___ Dataset content

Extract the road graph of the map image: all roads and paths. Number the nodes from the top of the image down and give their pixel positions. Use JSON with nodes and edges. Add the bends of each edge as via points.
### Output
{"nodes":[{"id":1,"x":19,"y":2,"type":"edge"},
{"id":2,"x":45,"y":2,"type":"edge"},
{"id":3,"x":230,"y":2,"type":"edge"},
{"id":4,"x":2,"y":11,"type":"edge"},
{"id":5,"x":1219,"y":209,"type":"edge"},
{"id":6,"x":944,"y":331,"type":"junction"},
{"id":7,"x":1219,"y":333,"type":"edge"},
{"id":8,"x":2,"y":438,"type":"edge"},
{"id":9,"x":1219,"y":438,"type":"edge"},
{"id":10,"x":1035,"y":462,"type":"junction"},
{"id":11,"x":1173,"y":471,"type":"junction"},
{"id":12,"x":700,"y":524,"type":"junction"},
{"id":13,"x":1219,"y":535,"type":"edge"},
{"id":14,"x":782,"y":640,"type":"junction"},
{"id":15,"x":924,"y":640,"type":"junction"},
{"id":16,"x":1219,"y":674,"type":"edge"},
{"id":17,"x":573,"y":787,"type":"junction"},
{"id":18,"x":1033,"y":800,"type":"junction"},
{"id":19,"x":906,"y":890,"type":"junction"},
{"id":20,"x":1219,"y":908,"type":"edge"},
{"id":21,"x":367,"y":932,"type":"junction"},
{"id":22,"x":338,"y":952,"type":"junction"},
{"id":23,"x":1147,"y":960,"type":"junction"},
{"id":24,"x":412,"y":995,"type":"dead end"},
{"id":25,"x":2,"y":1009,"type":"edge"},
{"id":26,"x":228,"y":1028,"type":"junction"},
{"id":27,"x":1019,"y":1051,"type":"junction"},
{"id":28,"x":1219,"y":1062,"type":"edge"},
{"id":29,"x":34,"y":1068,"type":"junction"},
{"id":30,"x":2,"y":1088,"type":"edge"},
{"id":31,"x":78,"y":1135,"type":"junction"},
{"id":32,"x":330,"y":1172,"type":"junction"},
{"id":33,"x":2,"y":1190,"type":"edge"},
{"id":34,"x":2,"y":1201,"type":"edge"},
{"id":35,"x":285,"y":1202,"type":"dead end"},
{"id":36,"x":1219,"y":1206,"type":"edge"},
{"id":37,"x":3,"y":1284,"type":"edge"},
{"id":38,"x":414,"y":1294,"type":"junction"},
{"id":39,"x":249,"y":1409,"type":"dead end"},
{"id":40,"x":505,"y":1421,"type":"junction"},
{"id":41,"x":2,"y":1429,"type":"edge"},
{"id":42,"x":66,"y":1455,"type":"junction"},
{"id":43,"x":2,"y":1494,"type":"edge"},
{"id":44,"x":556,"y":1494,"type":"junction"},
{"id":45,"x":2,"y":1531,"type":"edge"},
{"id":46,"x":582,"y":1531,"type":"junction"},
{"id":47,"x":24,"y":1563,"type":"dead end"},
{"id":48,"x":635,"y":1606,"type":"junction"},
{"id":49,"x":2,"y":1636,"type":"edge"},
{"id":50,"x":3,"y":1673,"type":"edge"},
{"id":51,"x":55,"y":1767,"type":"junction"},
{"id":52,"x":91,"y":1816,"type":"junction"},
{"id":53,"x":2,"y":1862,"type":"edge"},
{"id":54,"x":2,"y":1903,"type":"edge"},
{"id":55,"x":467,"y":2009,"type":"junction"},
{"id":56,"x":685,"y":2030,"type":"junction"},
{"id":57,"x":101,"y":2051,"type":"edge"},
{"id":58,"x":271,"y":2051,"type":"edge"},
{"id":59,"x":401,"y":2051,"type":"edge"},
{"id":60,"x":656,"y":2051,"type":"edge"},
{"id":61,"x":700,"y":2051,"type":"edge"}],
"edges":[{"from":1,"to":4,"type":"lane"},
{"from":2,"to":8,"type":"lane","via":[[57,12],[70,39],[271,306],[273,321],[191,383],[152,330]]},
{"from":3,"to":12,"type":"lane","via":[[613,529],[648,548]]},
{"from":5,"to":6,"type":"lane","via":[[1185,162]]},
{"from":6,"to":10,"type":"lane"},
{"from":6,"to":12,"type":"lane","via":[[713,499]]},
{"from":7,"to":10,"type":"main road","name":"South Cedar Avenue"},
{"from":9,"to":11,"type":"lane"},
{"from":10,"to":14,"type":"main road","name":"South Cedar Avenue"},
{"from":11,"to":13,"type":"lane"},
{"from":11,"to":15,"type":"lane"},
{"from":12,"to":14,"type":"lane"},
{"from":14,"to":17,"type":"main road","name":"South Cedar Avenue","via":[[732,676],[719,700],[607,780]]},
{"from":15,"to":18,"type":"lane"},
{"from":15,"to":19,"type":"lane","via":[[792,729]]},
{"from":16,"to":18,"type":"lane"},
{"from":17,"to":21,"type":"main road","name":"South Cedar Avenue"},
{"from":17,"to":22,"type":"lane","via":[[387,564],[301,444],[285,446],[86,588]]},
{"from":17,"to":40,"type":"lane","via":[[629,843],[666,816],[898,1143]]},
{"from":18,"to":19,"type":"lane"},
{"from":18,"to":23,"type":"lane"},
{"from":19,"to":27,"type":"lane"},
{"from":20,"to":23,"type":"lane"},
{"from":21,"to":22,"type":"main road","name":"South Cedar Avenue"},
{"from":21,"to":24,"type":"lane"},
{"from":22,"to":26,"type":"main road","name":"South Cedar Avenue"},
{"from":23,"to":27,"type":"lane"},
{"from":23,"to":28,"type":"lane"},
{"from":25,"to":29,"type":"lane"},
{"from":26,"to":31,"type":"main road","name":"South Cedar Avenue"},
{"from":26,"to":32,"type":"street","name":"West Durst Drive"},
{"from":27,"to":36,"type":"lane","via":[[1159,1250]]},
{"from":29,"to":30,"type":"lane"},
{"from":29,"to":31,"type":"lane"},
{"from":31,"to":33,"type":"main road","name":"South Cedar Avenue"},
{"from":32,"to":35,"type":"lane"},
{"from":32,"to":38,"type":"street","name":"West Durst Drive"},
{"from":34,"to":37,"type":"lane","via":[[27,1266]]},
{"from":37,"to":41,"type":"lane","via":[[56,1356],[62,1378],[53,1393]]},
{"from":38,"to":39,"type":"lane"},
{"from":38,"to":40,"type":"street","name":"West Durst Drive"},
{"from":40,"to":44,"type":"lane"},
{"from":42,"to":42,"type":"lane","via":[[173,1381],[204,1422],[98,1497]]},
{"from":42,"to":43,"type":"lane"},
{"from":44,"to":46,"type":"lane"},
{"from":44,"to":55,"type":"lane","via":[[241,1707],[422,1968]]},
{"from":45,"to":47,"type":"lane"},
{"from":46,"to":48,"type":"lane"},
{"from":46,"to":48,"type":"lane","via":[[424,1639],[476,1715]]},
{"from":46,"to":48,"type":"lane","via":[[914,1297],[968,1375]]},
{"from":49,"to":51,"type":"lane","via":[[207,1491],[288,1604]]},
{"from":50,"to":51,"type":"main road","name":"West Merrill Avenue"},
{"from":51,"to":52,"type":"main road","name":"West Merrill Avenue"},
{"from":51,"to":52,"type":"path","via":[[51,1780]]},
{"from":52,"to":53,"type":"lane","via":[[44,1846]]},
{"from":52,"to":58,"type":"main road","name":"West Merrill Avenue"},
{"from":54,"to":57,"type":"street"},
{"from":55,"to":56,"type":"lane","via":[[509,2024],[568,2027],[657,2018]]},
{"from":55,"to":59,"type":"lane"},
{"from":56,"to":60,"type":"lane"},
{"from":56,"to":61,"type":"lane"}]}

______
___ Dataset content

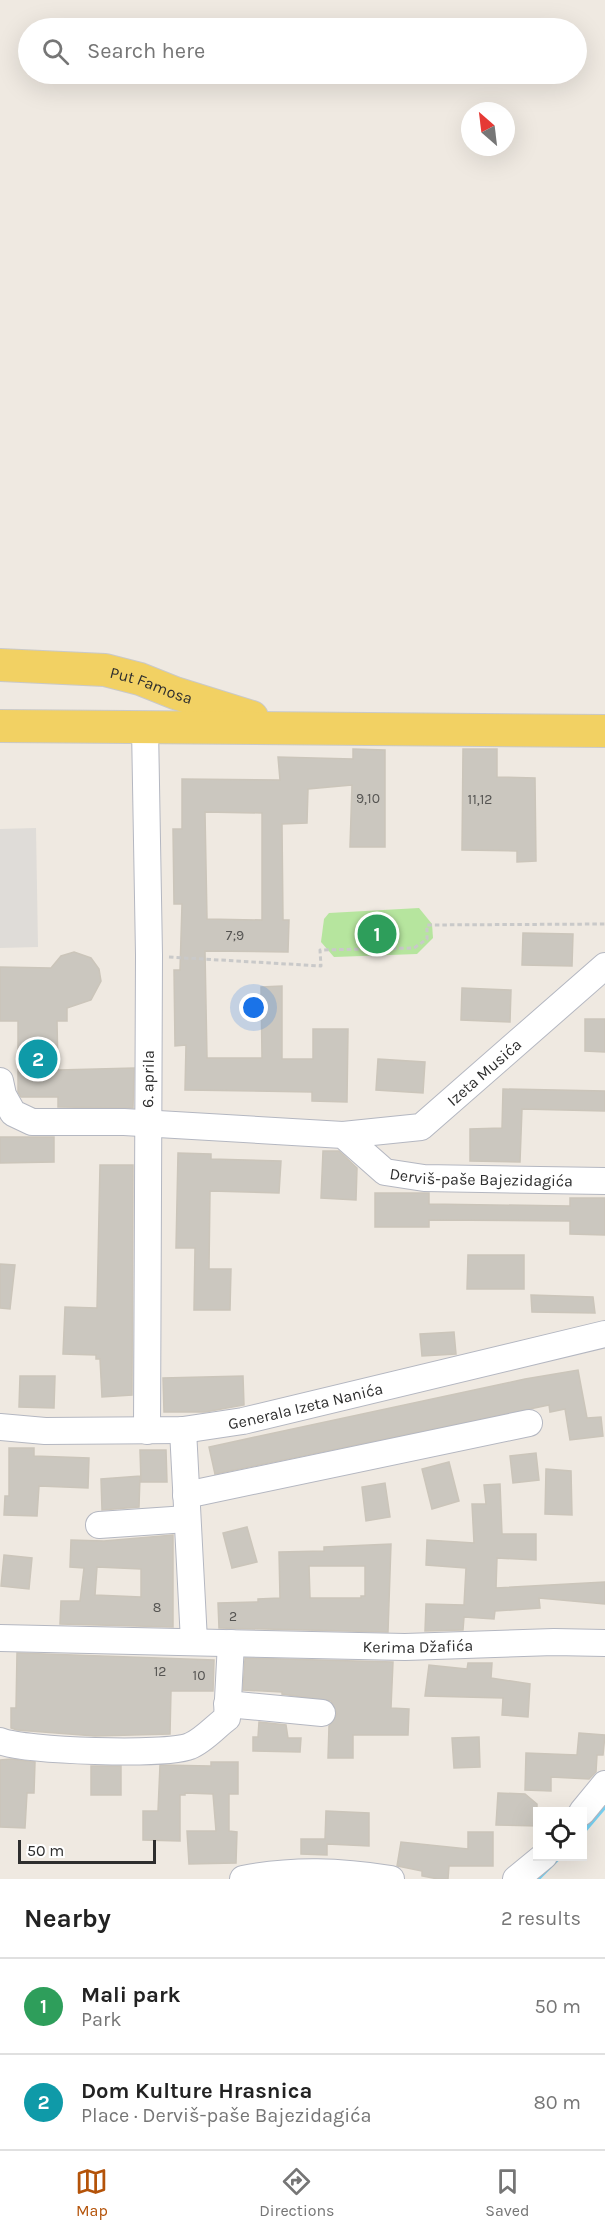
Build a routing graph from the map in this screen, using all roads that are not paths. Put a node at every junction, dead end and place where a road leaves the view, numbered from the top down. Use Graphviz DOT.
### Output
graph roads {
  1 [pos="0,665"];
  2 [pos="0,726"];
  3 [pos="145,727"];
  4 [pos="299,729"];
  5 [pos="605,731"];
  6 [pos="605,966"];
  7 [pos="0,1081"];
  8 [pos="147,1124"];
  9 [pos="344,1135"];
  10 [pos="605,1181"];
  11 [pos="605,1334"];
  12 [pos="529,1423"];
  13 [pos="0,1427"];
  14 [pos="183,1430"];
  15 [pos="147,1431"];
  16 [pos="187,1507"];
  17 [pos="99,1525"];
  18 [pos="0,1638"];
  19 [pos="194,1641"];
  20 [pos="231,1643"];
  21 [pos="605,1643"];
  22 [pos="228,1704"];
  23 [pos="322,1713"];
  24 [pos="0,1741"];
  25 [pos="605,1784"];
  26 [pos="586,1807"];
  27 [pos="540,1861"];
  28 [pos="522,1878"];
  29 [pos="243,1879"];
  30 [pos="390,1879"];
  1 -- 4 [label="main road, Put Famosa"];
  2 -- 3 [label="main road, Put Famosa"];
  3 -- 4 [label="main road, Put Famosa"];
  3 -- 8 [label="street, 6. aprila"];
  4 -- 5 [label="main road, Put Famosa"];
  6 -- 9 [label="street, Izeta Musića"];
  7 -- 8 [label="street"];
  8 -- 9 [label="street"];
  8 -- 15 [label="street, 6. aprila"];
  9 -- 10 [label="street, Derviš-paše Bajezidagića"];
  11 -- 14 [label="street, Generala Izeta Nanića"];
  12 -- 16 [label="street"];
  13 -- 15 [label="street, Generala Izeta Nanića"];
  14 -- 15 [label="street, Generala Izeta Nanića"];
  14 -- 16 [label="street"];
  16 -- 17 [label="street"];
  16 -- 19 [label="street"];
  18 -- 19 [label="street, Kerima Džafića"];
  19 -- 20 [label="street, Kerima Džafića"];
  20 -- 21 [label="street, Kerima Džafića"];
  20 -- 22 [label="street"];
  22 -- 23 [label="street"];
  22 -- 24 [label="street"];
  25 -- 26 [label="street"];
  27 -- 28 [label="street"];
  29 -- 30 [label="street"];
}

______
___ Dataset content

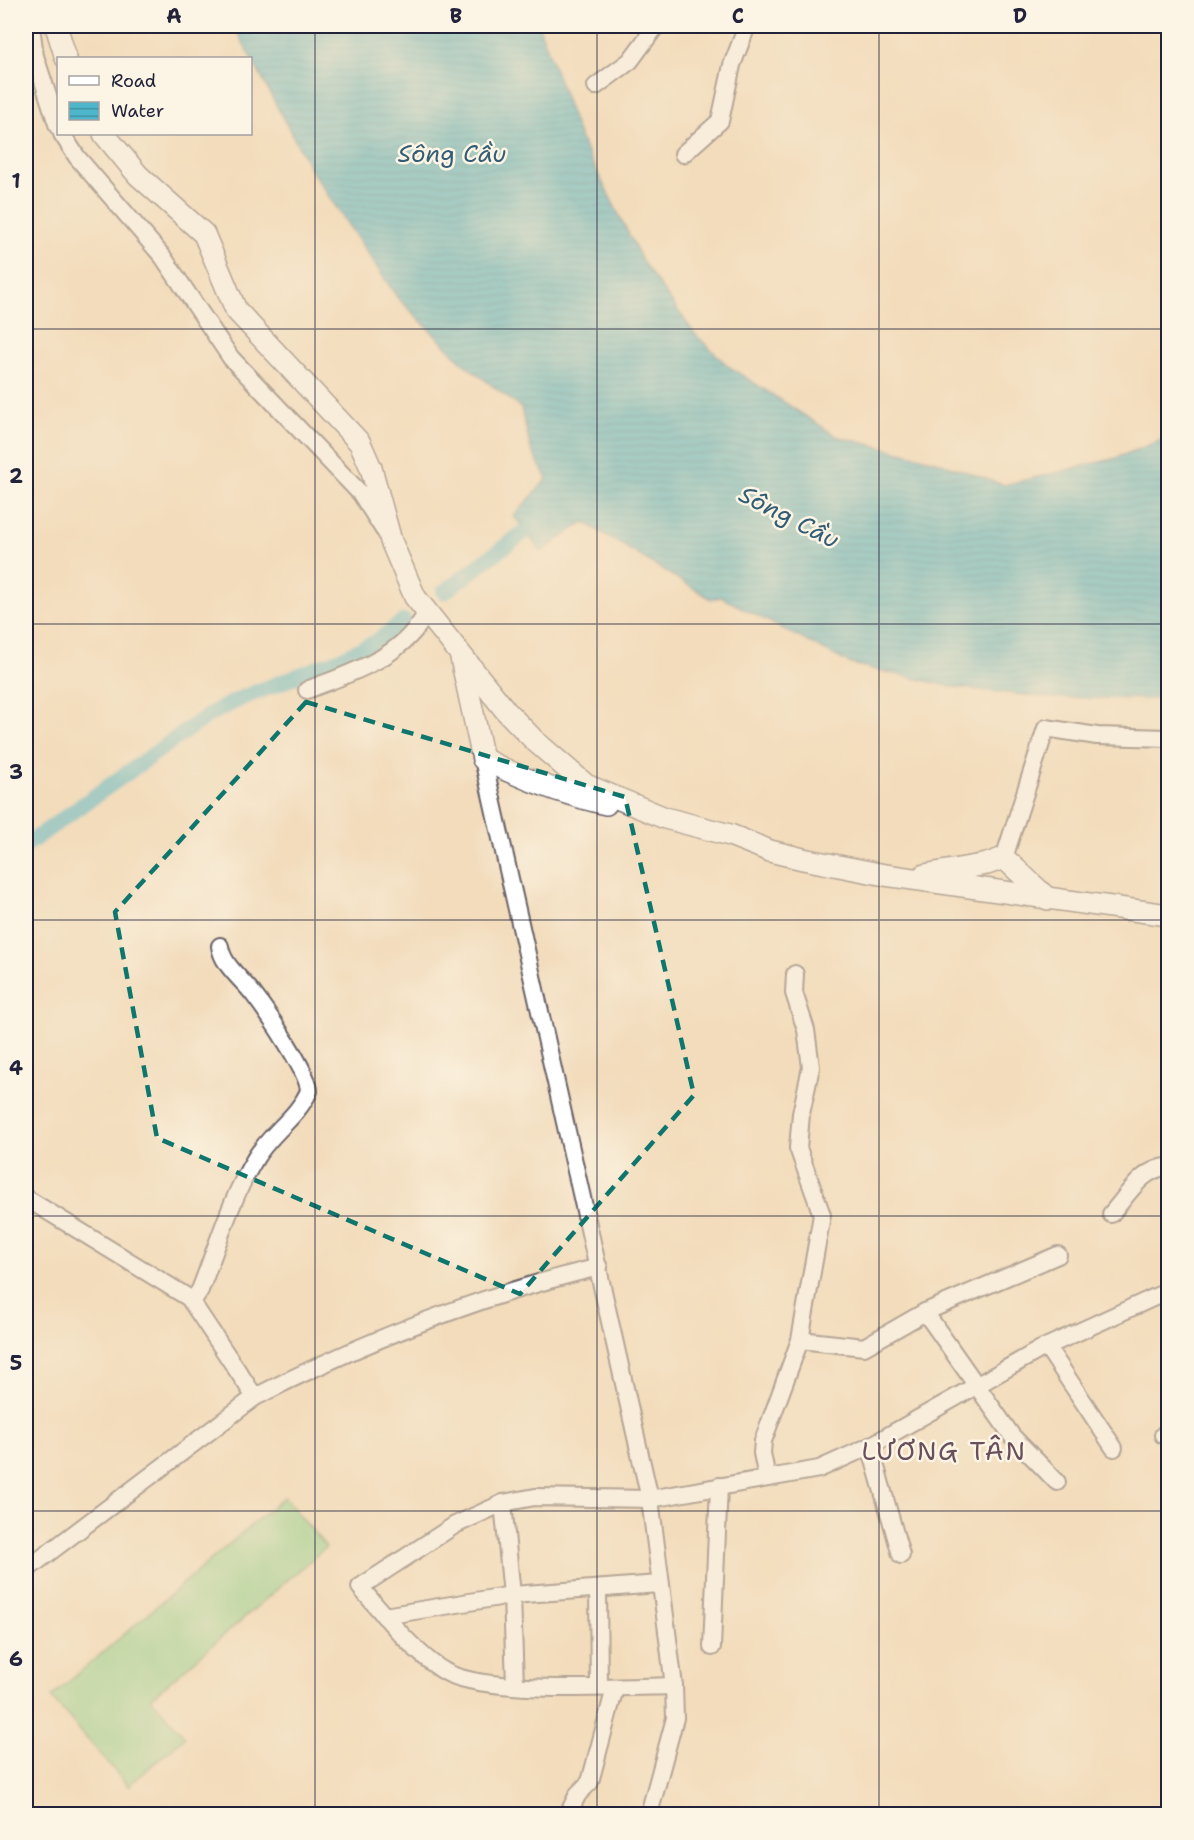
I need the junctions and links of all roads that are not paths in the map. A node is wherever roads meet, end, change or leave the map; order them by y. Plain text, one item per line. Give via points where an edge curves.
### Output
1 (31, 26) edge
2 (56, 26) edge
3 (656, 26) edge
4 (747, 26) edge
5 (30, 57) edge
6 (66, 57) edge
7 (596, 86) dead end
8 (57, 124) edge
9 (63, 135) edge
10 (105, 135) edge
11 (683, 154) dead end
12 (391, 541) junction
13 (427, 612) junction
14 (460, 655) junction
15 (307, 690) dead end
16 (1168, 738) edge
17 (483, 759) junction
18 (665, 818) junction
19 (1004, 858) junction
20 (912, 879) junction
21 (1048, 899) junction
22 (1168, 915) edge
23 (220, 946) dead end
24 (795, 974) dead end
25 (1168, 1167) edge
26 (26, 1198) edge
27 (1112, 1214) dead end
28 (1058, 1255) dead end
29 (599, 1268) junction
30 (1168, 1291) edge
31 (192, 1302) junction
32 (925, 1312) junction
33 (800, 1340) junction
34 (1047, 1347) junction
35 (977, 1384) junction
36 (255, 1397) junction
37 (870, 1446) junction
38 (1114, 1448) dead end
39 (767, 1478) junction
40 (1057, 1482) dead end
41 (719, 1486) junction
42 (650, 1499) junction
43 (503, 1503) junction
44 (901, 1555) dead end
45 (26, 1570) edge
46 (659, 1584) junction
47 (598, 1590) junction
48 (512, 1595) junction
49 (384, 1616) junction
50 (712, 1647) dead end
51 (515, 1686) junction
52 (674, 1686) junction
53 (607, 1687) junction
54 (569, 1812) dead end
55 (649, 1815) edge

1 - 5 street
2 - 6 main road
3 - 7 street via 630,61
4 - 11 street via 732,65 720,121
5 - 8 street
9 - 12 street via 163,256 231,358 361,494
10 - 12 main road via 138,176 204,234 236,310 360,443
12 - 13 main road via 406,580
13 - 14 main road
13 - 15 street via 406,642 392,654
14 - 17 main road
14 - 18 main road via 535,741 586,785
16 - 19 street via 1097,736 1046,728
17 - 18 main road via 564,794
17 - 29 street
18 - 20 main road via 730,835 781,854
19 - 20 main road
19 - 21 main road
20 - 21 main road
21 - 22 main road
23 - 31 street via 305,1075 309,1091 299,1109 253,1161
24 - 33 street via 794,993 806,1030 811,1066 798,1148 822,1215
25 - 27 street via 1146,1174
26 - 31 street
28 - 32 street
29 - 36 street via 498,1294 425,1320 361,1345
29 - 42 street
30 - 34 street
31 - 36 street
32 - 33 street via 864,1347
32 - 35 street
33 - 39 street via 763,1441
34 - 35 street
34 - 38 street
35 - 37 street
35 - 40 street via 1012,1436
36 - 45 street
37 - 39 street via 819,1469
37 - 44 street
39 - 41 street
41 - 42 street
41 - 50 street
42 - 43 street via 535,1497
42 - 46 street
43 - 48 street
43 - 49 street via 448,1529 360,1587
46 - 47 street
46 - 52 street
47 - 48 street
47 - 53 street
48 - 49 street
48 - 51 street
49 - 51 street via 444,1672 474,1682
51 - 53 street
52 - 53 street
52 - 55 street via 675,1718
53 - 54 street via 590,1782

______

• [Exercise]
Filter the data above by the word "down" and copy every line that matches.

• [Final answer]
Extract the road graph of the map image: all roads and paths. Number the nodes from the top of the image down and give their pixel positions. Use JSON with nodes and edges. Add the bends of each edge as via points.
Build a routing graph from the map in this screen, using all roads that are not paths. Put a node at every junction, dead end and place where a road leaves the view, numbered from the top down. Use Graphviz DOT.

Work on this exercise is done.